Copy each line from the data that has the word "Boulevard" in it.

▶ [INFORMATION GIVEN]:
• • • •

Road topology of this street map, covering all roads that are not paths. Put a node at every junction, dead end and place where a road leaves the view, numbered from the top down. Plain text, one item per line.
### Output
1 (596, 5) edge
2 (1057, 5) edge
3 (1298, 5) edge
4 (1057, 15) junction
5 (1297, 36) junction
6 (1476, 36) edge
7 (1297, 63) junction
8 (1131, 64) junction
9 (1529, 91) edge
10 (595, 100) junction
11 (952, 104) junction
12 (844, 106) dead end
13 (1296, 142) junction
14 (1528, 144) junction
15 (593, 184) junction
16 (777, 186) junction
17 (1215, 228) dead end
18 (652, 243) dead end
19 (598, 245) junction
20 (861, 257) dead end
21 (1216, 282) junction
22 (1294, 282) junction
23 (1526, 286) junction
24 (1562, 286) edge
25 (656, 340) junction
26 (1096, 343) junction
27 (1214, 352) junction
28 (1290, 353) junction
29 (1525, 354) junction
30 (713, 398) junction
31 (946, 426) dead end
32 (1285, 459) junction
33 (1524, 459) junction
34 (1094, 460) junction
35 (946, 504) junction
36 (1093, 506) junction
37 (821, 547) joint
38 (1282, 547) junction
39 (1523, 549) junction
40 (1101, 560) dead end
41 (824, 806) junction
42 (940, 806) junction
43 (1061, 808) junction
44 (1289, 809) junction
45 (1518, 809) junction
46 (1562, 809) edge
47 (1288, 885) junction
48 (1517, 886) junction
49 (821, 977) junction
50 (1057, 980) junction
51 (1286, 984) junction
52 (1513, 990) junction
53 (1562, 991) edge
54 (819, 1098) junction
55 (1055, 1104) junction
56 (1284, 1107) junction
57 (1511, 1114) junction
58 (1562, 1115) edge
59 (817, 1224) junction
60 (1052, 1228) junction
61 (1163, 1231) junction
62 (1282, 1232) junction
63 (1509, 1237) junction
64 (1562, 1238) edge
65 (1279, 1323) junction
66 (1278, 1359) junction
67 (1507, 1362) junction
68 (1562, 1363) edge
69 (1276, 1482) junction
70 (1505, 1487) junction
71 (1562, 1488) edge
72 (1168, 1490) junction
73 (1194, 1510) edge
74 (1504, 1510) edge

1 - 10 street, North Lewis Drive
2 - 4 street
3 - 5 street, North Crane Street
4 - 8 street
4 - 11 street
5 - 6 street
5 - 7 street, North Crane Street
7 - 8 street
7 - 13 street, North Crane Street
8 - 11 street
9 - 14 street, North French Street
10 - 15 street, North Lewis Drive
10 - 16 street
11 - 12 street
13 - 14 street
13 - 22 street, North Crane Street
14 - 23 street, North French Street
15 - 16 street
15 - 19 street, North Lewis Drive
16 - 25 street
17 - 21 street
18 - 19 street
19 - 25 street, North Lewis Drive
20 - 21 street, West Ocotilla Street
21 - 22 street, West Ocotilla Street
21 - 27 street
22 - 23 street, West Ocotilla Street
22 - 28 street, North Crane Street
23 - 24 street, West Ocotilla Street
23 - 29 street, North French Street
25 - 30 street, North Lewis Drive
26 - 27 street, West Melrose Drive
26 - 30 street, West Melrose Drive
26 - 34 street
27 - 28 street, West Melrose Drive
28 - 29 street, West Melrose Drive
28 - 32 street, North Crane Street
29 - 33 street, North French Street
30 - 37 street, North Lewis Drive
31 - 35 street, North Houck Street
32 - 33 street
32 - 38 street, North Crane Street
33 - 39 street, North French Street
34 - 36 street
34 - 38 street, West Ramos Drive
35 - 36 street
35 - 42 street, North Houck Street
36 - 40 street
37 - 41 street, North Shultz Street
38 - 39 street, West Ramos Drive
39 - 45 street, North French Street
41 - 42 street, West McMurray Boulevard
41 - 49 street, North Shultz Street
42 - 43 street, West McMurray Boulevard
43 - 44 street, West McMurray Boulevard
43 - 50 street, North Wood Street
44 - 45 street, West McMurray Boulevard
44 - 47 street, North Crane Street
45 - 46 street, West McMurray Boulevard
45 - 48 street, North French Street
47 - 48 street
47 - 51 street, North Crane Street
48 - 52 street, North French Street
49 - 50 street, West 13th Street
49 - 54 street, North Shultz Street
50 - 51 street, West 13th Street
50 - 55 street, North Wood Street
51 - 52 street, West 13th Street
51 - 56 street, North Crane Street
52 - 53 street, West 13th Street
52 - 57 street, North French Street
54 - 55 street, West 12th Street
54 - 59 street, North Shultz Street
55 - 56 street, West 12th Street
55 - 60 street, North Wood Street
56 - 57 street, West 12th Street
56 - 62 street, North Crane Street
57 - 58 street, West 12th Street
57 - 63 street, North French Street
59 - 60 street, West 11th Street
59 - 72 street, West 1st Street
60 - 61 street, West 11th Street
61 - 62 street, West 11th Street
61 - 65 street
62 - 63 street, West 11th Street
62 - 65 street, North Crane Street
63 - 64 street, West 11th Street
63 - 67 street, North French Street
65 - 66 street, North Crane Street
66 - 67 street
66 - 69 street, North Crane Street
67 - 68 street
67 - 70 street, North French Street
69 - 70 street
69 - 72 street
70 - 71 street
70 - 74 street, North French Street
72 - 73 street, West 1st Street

• • • •

▶ [EXERCISE ANSWER]:
41 - 42 street, West McMurray Boulevard
42 - 43 street, West McMurray Boulevard
43 - 44 street, West McMurray Boulevard
44 - 45 street, West McMurray Boulevard
45 - 46 street, West McMurray Boulevard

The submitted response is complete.